Com a impunidade de Cunha, você podia até
defender Lula e Dilma numa boa, por mais que eles roubassem o Brasil
A prisão
do companheiro Eduardo Cunha deixou aturdidos os heróis da resistência
democrática. Como vão explicar isso em casa?
Cunha
era o grande vilão do golpe, a mente perversa que arquitetou a destituição
da mulher honesta para entregar o poder aos brancos, velhos, recatados e do lar. A impunidade do Darth Vader do
PMDB era o lastro da lenda, a prova de que estava tudo armado para arrancar do governo
os quadrilheiros do bem. Mas eis que Sérgio Moro, esse
fascista que só persegue os bonzinhos, prende Cunha. E agora?
É grave a
crise. Eduardo Cunha era a reserva moral do PT. E do PSOL, da Rede e seus
genéricos. Com a impunidade dele, você podia até defender Lula e Dilma
numa boa, por mais que eles roubassem o Brasil na sua cara: bastava
dizer que era contra o Cunha — o fiador do golpe, o homem do sistema. Mas que
sistema é esse que põe seu articulador no xadrez? Ficou confuso. Melhor tomar
uma água de coco, que o sol está forte.
Os juros
começaram a cair depois de quatro anos. A inflação de
outubro é a menor em sete anos, e ano que vem o desemprego começa a baixar. Isso não é mágica, é governo. Temer
faz parte da mobília antiga do PMDB, e não tem nenhuma bandeirinha
simpática para acenar. Se aparecer em alguma negociata, adeus. Mas, ao
assumir o Planalto, resolveu escalar os melhores para tomar conta do dinheiro.

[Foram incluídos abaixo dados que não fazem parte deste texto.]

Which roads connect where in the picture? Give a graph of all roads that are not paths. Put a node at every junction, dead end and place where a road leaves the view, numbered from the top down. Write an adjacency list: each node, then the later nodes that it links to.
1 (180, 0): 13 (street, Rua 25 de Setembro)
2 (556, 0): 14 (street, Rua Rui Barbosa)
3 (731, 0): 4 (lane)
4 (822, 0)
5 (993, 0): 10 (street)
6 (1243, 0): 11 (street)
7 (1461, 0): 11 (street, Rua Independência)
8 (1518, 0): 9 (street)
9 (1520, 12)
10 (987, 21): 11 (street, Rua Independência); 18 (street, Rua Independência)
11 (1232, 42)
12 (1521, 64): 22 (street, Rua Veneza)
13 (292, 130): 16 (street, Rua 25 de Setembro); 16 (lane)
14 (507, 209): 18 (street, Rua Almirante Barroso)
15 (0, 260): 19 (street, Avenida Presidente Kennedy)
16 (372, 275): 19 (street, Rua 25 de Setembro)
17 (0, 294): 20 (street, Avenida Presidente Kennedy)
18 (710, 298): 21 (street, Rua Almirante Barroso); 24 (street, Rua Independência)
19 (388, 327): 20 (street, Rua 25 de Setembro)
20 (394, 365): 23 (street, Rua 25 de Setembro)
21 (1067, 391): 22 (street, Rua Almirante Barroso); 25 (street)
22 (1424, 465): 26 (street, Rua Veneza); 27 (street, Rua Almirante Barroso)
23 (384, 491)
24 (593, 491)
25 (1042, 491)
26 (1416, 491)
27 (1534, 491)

Banco Central, Tesouro, Fazenda, BNDES, Petrobras — todos sendo
desinfetados pelos melhores cérebros, mundialmente reconhecidos.
Por que
Michel Temer fez isso, e não simplesmente substituiu os
parasitas esganados do PT pelos velhacos do PMDB? Não interessa,
perguntem a ele. A vida no Brasil vai melhorar, e isso é muito grave. O que será
daquelas almas puras que gritam “fora Temer” e se tornam
instantaneamente grandiosas? O que será dos corações valentes que ficam bem na
foto denunciando a entrega do país ao bando do Cunha? Talvez só uma Bolsa
Psicanálise para fazer frente a tanto sofrimento.
Na época
do Plano Real foi igualzinho. Na privatização da
telefonia, que
libertou a população dos progressistas retrógrados de sempre, esses mesmos que gritam contra o golpe (ou seus
ancestrais) estavam lá nas barricadas — apedrejando
quem chegava para os leilões. Eram os heróis da resistência democrática
contra a ganância capitalista. Aí a privatização se consumou, a vida de todo
mundo melhorou, e os heróis foram combinar a próxima
narrativa — pelo celular.
A eleição
no Rio de Janeiro, terra de Eduardo Cunha, apresenta um fenômeno surpreendente.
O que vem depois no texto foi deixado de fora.